How are alerts delivered?
LogicMonitor enables you to route alert notifications to different teams within your organization, so that the right people are notified when an issue occurs. Alert notifications can be delivered via email, text message, or even a voice call. If a recipient is unable to deal with or respond to the alert, the alert is automatically sent to the next person in the escalation chain – this process repeats until the alert is acknowledged or cleared.
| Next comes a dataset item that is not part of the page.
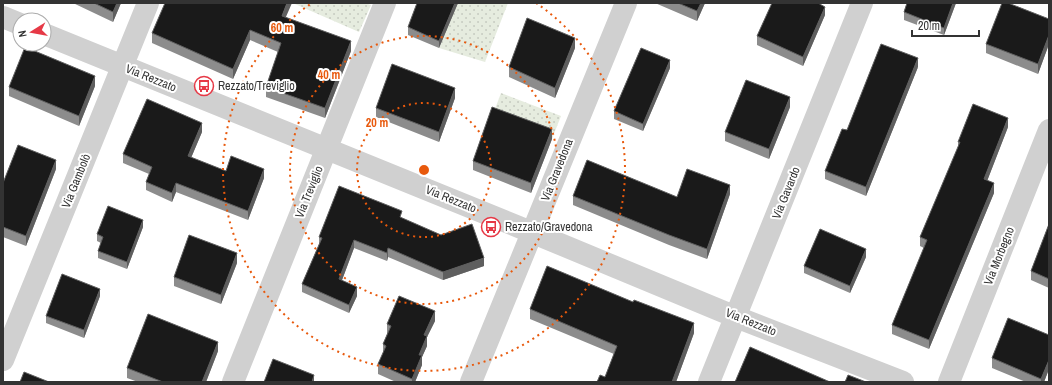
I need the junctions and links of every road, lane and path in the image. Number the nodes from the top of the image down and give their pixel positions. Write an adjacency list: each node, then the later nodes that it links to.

There are two main components of Alert Routing:
Alert rules are used to tell LogicMonitor which escalation chain to route alert notifications to when an alert triggers. When an alert is triggered, the system checks through your alert rules one by one, starting with the the rule with the lowest number priority, until a rule matches the triggered alert. When a rule matches a triggered alert, processing stops and notifications are routed to the stages of the specified escalation chain according to the escalation interval. Specifically, a notification will be first sent to all recipients in the first stage of an escalation chain, and if the alert is not acknowledged within 15 minutes, notifications will be sent to the recipients in the second stage of the escalation chain. Alert notifications will be routed according to this process until the alert is acknowledged or clears. If an alert doesn't match any alert rules, it will not be routed.
For more detailed information about alert rules and best practices for configuring alert rules in your account, we recommend you read this help doc.
Escalation chains are made up of one or more stages, where each stage includes a list of contacts the alert will be sent to. Later stages are only contacted if the alert is still in effect, and the prior stages have not acknowledged or suppressed the alert.
For more detailed information about escalation chains and best practices for setting up escalation chains in your account, we recommend that you read this help doc.
Strategy: Alert Routing
As best practice, we recommend that you route reactive alerts to people within your infrastructure who are capable of resolving the problem, and that you periodically review proactive alerts in LogicMonitor reports. Reactive alerts are alerts that indicate that something is already broken, and that action is required immediately. Proactive alerts, on the other hand, indicate that something may go wrong in the future, but you have some time to resolve the problem. By default, LogicMonitor critical alerts are intended to be reactive alerts and LogicMonitor warning alerts are intended to be proactive alerts, but how you classify alerts really depends on how you've configured your alert thresholds.
Viewing proactive alerts, such as warning alerts, in reports, can greatly reduce the number of alerts you are being notified for. Reports can show you where your noise is coming from, and help you figure out if there are alerts that you actually do want to route to email or SMS messages. Additionally, some types of alerts tend to be more useful when viewed in a report format (rather than received in individual emails) because they can be reviewed next to other alerts from the same time-frame, which allows you to detect network trends or even relationships between events.